↓↓↓
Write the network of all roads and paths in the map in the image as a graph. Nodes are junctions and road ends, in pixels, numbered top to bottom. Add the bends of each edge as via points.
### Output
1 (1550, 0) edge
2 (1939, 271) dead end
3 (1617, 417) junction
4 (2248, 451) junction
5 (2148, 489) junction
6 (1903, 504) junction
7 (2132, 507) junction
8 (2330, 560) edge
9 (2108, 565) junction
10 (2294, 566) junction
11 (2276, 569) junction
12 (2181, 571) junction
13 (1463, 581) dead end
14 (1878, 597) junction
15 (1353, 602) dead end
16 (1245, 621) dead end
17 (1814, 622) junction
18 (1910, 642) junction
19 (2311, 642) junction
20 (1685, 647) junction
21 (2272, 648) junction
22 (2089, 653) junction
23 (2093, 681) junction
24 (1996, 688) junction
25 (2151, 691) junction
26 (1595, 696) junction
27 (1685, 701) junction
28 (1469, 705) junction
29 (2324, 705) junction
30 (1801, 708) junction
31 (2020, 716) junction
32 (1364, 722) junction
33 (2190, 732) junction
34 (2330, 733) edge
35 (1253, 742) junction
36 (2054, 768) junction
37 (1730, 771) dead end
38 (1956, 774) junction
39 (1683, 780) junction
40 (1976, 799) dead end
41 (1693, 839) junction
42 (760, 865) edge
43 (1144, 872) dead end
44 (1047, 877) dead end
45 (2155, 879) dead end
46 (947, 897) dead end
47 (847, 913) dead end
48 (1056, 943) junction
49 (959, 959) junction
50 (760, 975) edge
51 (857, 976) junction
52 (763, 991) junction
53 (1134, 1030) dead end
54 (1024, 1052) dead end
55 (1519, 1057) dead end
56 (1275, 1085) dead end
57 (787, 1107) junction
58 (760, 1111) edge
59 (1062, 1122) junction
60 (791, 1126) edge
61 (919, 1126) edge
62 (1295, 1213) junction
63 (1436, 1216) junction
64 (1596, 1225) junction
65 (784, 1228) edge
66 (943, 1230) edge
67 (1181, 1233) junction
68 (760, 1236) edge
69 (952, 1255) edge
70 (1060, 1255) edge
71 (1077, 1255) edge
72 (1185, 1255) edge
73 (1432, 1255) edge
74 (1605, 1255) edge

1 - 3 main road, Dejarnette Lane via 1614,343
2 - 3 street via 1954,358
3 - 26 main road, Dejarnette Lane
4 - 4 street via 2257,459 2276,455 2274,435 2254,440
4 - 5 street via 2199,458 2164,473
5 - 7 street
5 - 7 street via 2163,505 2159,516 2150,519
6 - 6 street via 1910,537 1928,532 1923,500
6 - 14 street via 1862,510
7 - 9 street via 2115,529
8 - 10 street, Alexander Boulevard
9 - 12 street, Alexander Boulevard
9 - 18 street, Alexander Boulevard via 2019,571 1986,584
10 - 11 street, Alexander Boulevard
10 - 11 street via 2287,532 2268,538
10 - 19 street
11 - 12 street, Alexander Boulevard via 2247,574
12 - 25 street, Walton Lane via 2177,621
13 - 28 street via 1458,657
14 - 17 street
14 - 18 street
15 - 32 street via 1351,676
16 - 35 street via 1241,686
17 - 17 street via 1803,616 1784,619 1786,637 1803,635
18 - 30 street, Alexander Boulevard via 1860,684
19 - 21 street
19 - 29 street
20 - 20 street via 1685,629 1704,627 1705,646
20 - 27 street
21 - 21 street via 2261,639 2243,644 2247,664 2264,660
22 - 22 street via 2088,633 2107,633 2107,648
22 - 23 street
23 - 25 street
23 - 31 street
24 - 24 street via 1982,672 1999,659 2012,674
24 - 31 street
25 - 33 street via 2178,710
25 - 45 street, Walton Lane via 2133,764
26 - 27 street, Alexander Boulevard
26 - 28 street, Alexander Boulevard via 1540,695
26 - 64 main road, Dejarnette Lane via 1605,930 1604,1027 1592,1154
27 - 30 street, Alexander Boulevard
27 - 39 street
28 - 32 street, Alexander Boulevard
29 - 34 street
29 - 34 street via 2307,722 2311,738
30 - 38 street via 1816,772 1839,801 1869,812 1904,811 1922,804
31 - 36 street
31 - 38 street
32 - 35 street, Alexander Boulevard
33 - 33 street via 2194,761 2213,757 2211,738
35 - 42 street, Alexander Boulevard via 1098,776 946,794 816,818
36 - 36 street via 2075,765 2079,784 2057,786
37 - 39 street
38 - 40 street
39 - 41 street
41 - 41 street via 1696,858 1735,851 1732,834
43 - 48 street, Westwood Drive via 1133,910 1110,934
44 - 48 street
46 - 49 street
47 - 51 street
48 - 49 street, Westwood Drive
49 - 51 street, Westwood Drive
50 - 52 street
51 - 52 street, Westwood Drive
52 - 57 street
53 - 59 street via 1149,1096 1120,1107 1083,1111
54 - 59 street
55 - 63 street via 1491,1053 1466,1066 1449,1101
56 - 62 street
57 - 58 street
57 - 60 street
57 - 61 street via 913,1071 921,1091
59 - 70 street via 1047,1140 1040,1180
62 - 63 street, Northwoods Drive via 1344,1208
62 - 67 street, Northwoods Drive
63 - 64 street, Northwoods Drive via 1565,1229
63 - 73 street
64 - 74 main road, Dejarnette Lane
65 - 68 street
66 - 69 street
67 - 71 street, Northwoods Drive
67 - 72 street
↑↑↑
• Assignment: What lines of the listing above hold "Alexander"? Copy all of them.

• Result for this task:
8 - 10 street, Alexander Boulevard
9 - 12 street, Alexander Boulevard
9 - 18 street, Alexander Boulevard via 2019,571 1986,584
10 - 11 street, Alexander Boulevard
11 - 12 street, Alexander Boulevard via 2247,574
18 - 30 street, Alexander Boulevard via 1860,684
26 - 27 street, Alexander Boulevard
26 - 28 street, Alexander Boulevard via 1540,695
27 - 30 street, Alexander Boulevard
28 - 32 street, Alexander Boulevard
32 - 35 street, Alexander Boulevard
35 - 42 street, Alexander Boulevard via 1098,776 946,794 816,818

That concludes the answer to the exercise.